● **Exercise description**: Where the data below shows a picture, leave that picture out and copy the rest exactly.

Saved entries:
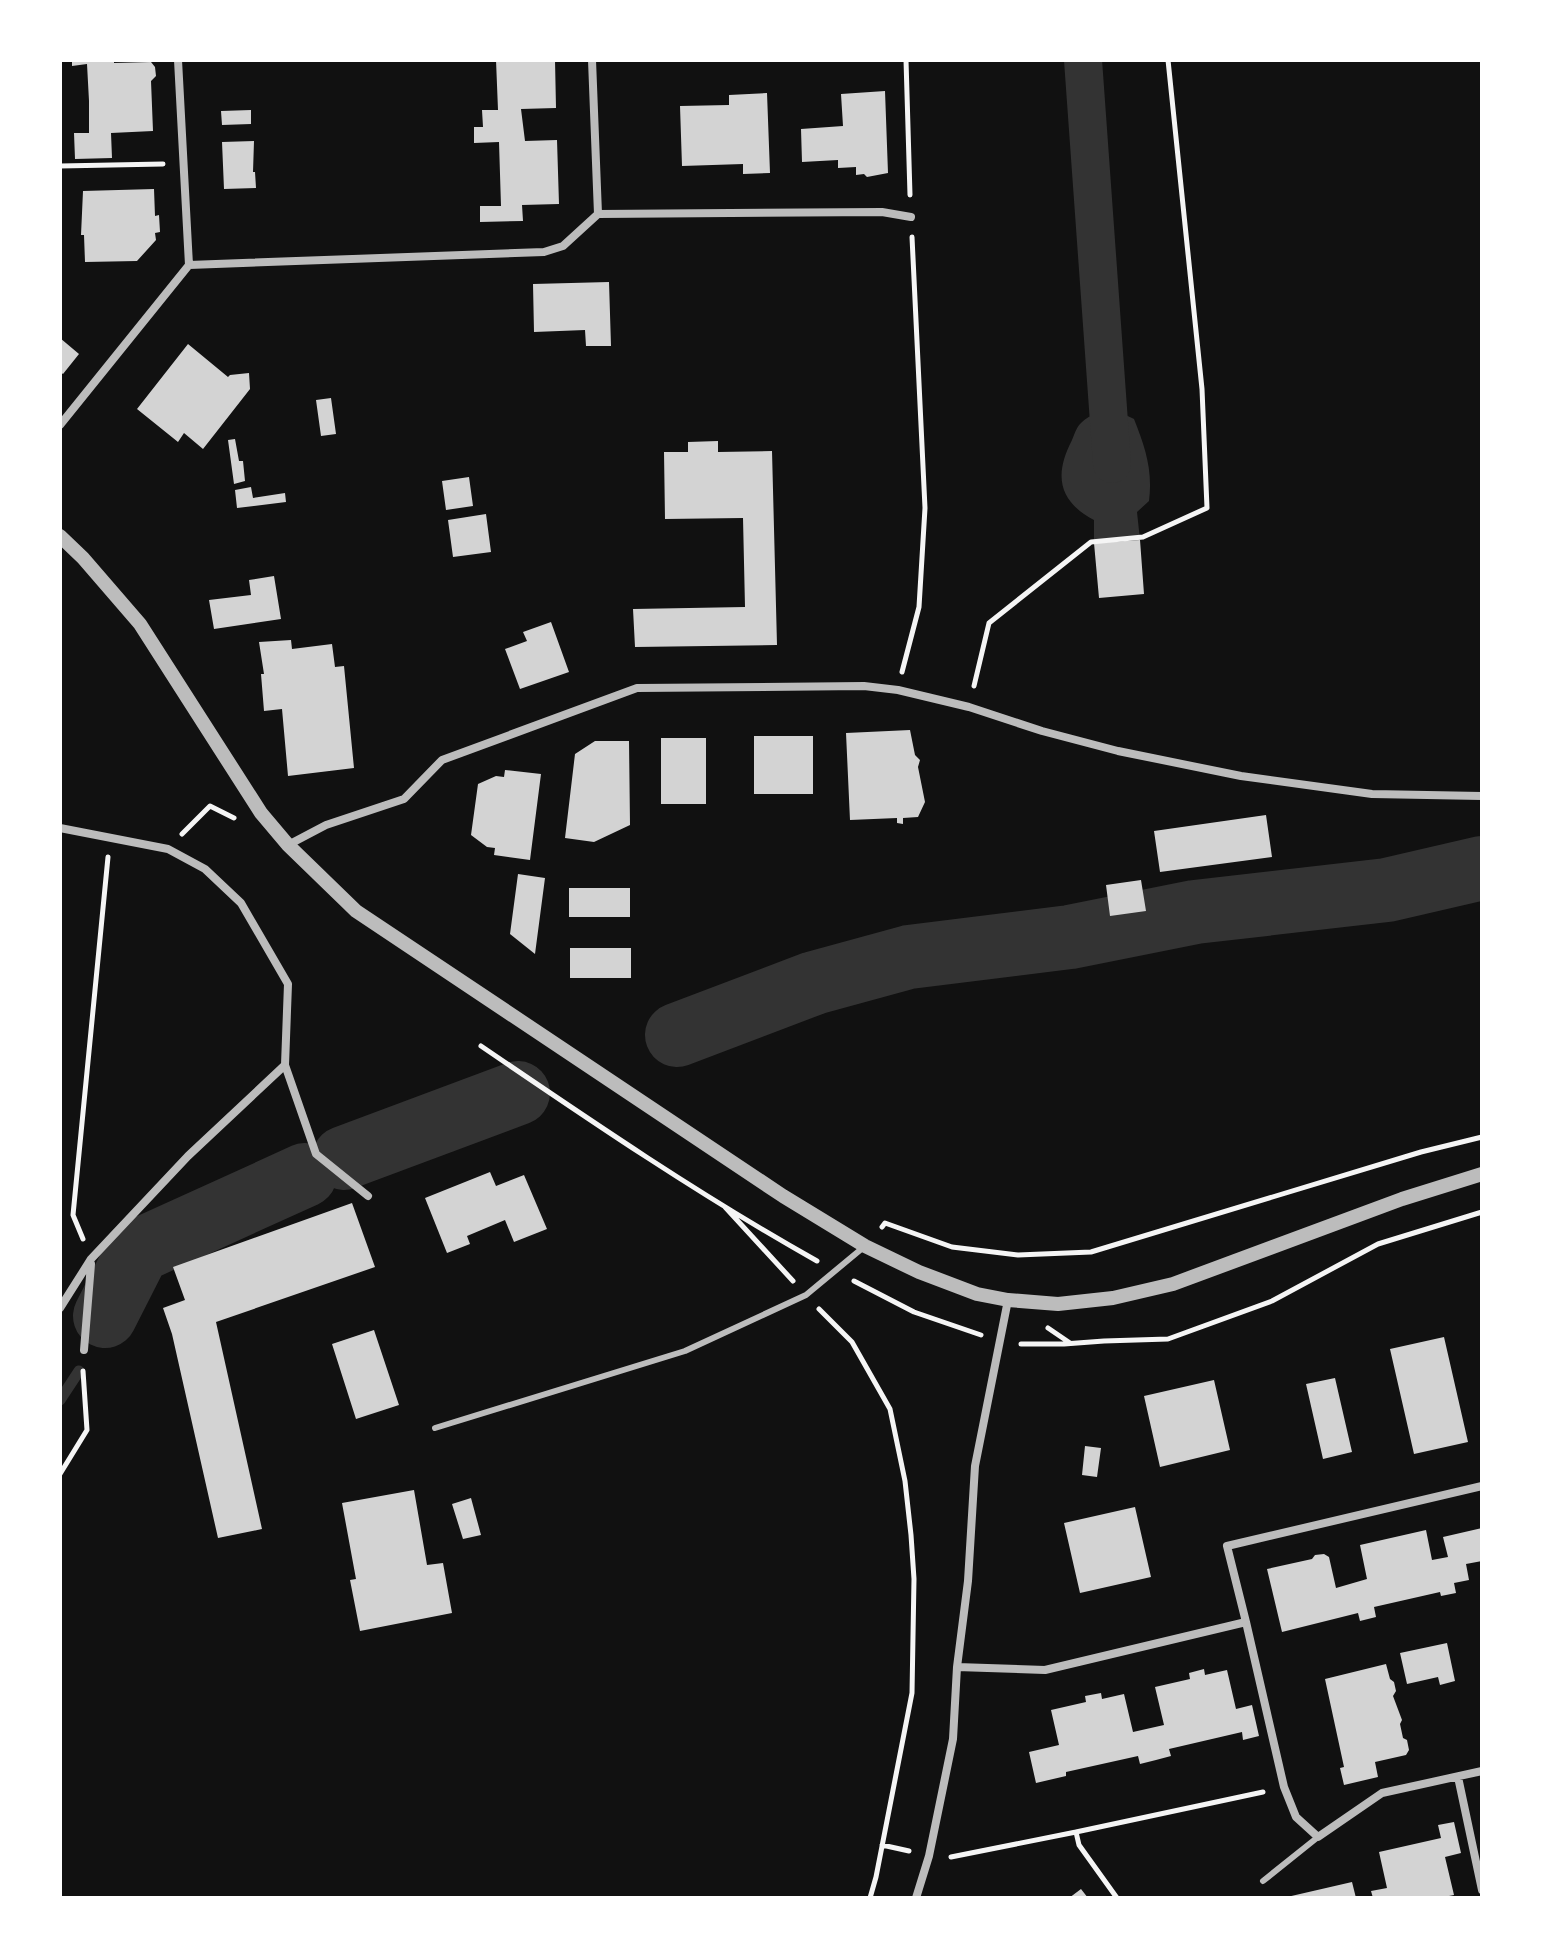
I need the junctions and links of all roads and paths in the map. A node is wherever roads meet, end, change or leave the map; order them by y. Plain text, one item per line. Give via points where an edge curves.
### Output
1 (178, 60) edge
2 (592, 60) edge
3 (906, 60) edge
4 (1168, 60) edge
5 (184, 164) junction
6 (60, 166) edge
7 (598, 214) junction
8 (911, 217) junction
9 (189, 265) junction
10 (60, 425) edge
11 (60, 536) edge
12 (898, 690) junction
13 (969, 707) junction
14 (1482, 796) edge
15 (245, 824) dead end
16 (60, 828) edge
17 (110, 838) junction
18 (288, 845) junction
19 (168, 849) junction
20 (481, 1046) dead end
21 (285, 1065) junction
22 (1482, 1137) edge
23 (631, 1148) dead end
24 (1482, 1174) edge
25 (368, 1196) dead end
26 (725, 1207) dead end
27 (1482, 1212) edge
28 (865, 1246) junction
29 (91, 1259) junction
30 (806, 1295) junction
31 (1008, 1300) junction
32 (60, 1308) edge
33 (1045, 1326) dead end
34 (84, 1350) dead end
35 (83, 1395) dead end
36 (435, 1428) dead end
37 (60, 1474) edge
38 (1482, 1486) edge
39 (1246, 1622) junction
40 (957, 1667) junction
41 (1482, 1771) edge
42 (1458, 1777) junction
43 (1284, 1787) junction
44 (1076, 1832) junction
45 (1318, 1837) junction
46 (929, 1856) junction
47 (1263, 1881) dead end
48 (1482, 1890) edge
49 (870, 1898) edge
50 (916, 1898) edge
51 (1117, 1898) edge

1 - 5 street
2 - 7 street
3 - 8 path
4 - 13 path via 1202,389 1207,508 1143,537 1091,542 989,623
5 - 6 path
5 - 9 street
7 - 8 street via 882,212
7 - 9 street via 563,246 544,252
8 - 12 path via 925,508 919,607
9 - 10 street
11 - 18 street via 140,624 252,801
12 - 13 street
12 - 18 street via 637,688 442,760 404,799 326,825
13 - 14 street via 1118,751 1241,776 1372,794
15 - 19 path via 210,806
16 - 17 street
17 - 19 street
17 - 29 path via 73,1215
18 - 28 street via 356,911
19 - 21 street via 205,869 241,903 288,984
20 - 23 path
21 - 25 street via 316,1154
21 - 29 street via 188,1156
22 - 28 path via 1091,1252 1018,1255 952,1247 885,1223
24 - 31 street via 1173,1284 1086,1302
26 - 30 path
27 - 33 path via 1378,1244 1272,1301 1168,1339 1070,1343
28 - 30 lane
28 - 31 street via 942,1283
29 - 32 street
29 - 34 street
30 - 36 lane via 685,1351
30 - 49 path via 852,1342 890,1409 910,1522 912,1693
31 - 40 street via 975,1466
35 - 37 path via 87,1430
38 - 39 street via 1227,1546
39 - 40 street via 1045,1670
39 - 43 street
40 - 46 street via 953,1739
41 - 42 street
42 - 45 street via 1382,1793
42 - 48 street
43 - 44 path
43 - 45 street via 1296,1817
44 - 46 path via 956,1857
44 - 51 path via 1079,1845
45 - 47 lane
46 - 50 street

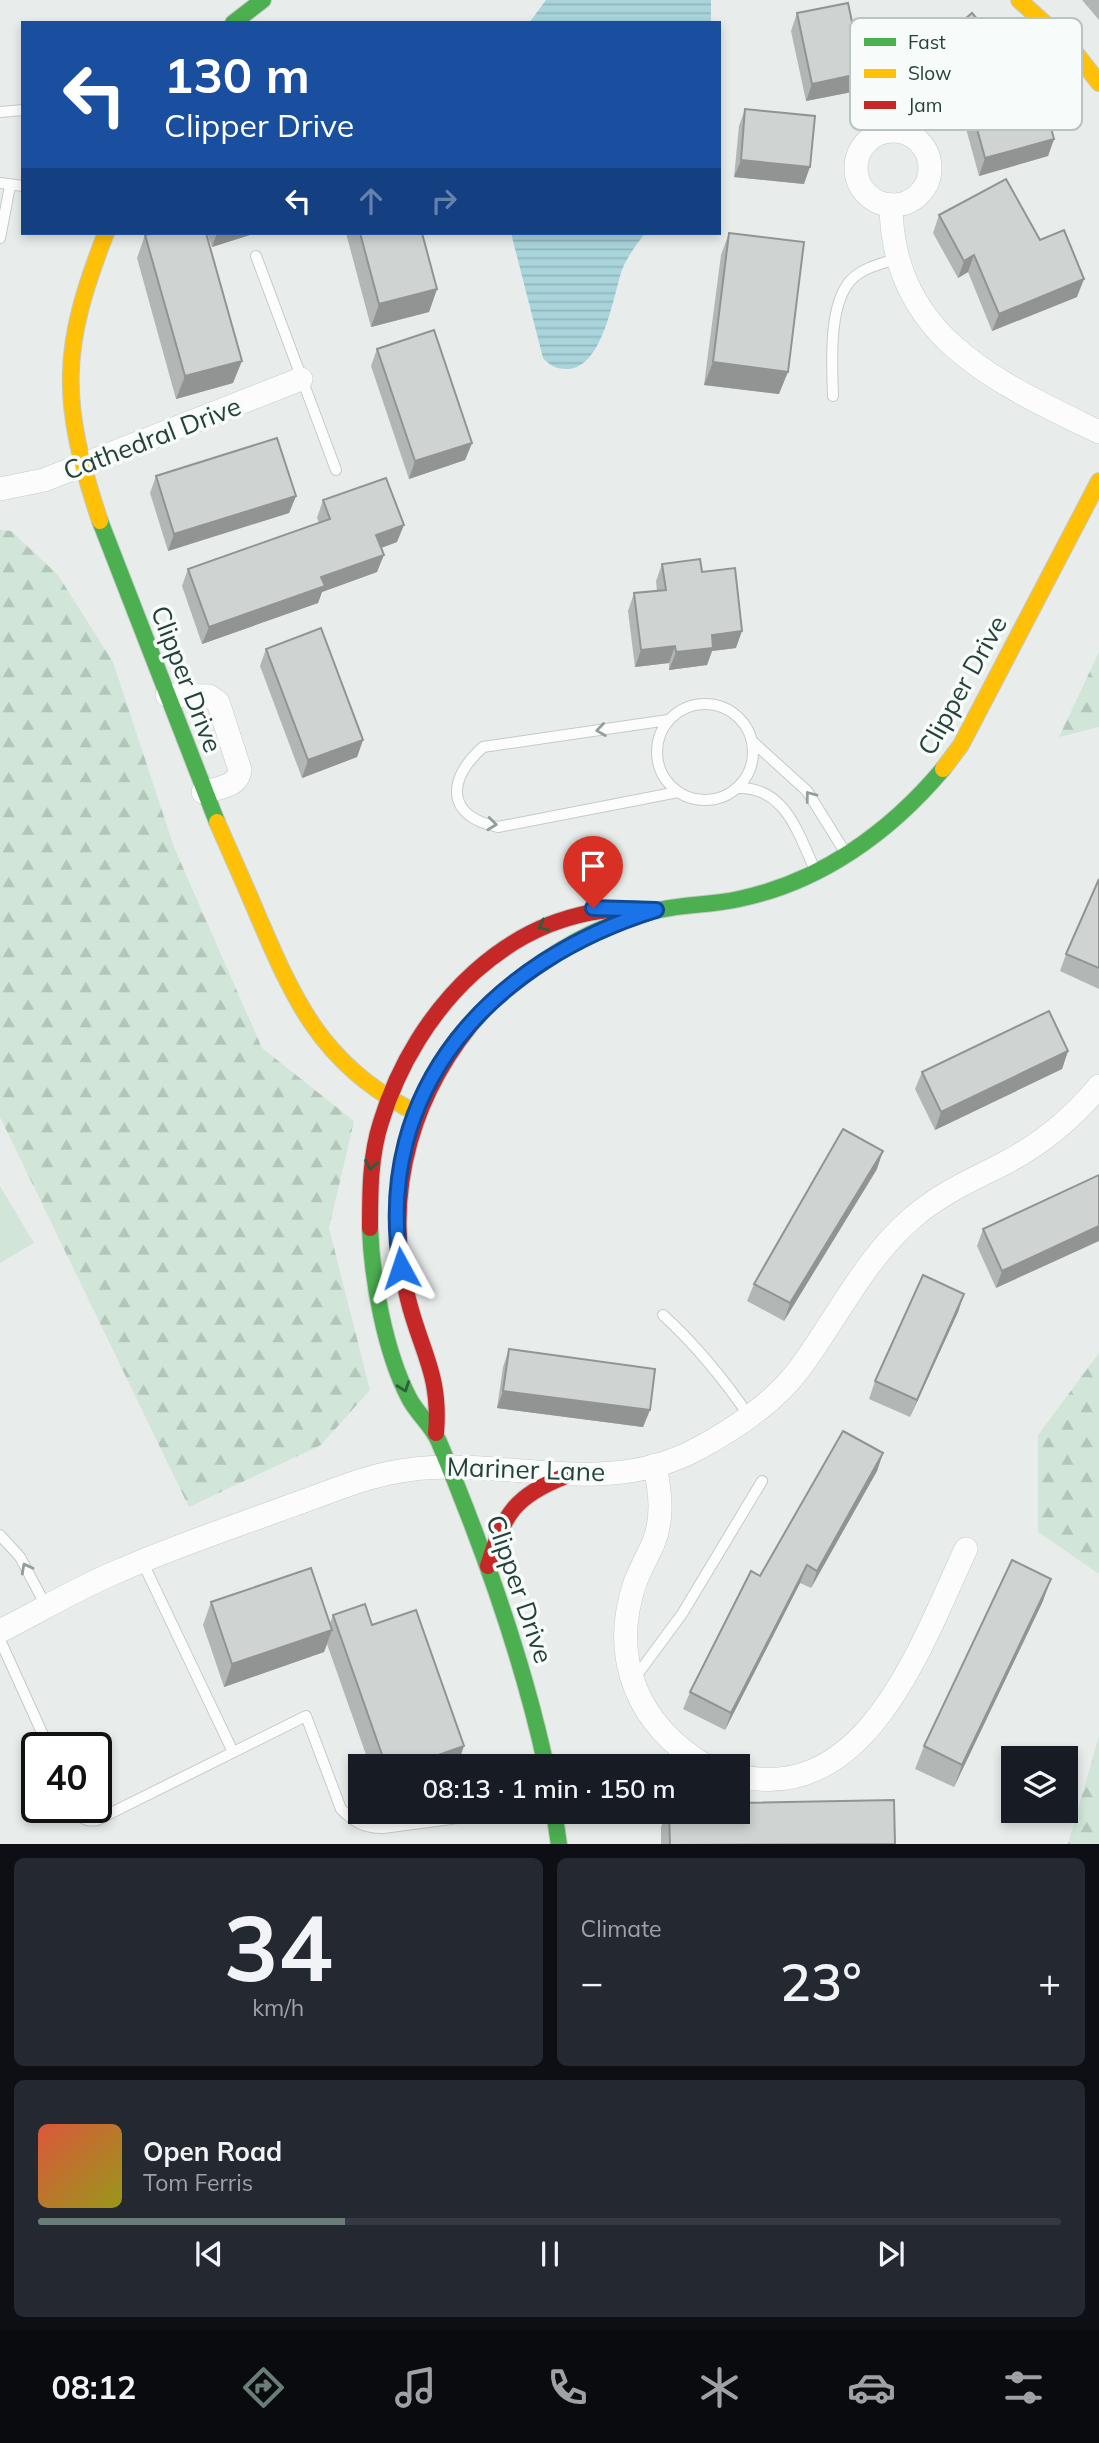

● **Problem solution**:
I need the junctions and links of all roads and paths in the map. A node is wherever roads meet, end, change or leave the map; order them by y. Plain text, one item per line. Give via points where an edge curves.
### Output
1 (178, 60) edge
2 (592, 60) edge
3 (906, 60) edge
4 (1168, 60) edge
5 (184, 164) junction
6 (60, 166) edge
7 (598, 214) junction
8 (911, 217) junction
9 (189, 265) junction
10 (60, 425) edge
11 (60, 536) edge
12 (898, 690) junction
13 (969, 707) junction
14 (1482, 796) edge
15 (245, 824) dead end
16 (60, 828) edge
17 (110, 838) junction
18 (288, 845) junction
19 (168, 849) junction
20 (481, 1046) dead end
21 (285, 1065) junction
22 (1482, 1137) edge
23 (631, 1148) dead end
24 (1482, 1174) edge
25 (368, 1196) dead end
26 (725, 1207) dead end
27 (1482, 1212) edge
28 (865, 1246) junction
29 (91, 1259) junction
30 (806, 1295) junction
31 (1008, 1300) junction
32 (60, 1308) edge
33 (1045, 1326) dead end
34 (84, 1350) dead end
35 (83, 1395) dead end
36 (435, 1428) dead end
37 (60, 1474) edge
38 (1482, 1486) edge
39 (1246, 1622) junction
40 (957, 1667) junction
41 (1482, 1771) edge
42 (1458, 1777) junction
43 (1284, 1787) junction
44 (1076, 1832) junction
45 (1318, 1837) junction
46 (929, 1856) junction
47 (1263, 1881) dead end
48 (1482, 1890) edge
49 (870, 1898) edge
50 (916, 1898) edge
51 (1117, 1898) edge

1 - 5 street
2 - 7 street
3 - 8 path
4 - 13 path via 1202,389 1207,508 1143,537 1091,542 989,623
5 - 6 path
5 - 9 street
7 - 8 street via 882,212
7 - 9 street via 563,246 544,252
8 - 12 path via 925,508 919,607
9 - 10 street
11 - 18 street via 140,624 252,801
12 - 13 street
12 - 18 street via 637,688 442,760 404,799 326,825
13 - 14 street via 1118,751 1241,776 1372,794
15 - 19 path via 210,806
16 - 17 street
17 - 19 street
17 - 29 path via 73,1215
18 - 28 street via 356,911
19 - 21 street via 205,869 241,903 288,984
20 - 23 path
21 - 25 street via 316,1154
21 - 29 street via 188,1156
22 - 28 path via 1091,1252 1018,1255 952,1247 885,1223
24 - 31 street via 1173,1284 1086,1302
26 - 30 path
27 - 33 path via 1378,1244 1272,1301 1168,1339 1070,1343
28 - 30 lane
28 - 31 street via 942,1283
29 - 32 street
29 - 34 street
30 - 36 lane via 685,1351
30 - 49 path via 852,1342 890,1409 910,1522 912,1693
31 - 40 street via 975,1466
35 - 37 path via 87,1430
38 - 39 street via 1227,1546
39 - 40 street via 1045,1670
39 - 43 street
40 - 46 street via 953,1739
41 - 42 street
42 - 45 street via 1382,1793
42 - 48 street
43 - 44 path
43 - 45 street via 1296,1817
44 - 46 path via 956,1857
44 - 51 path via 1079,1845
45 - 47 lane
46 - 50 street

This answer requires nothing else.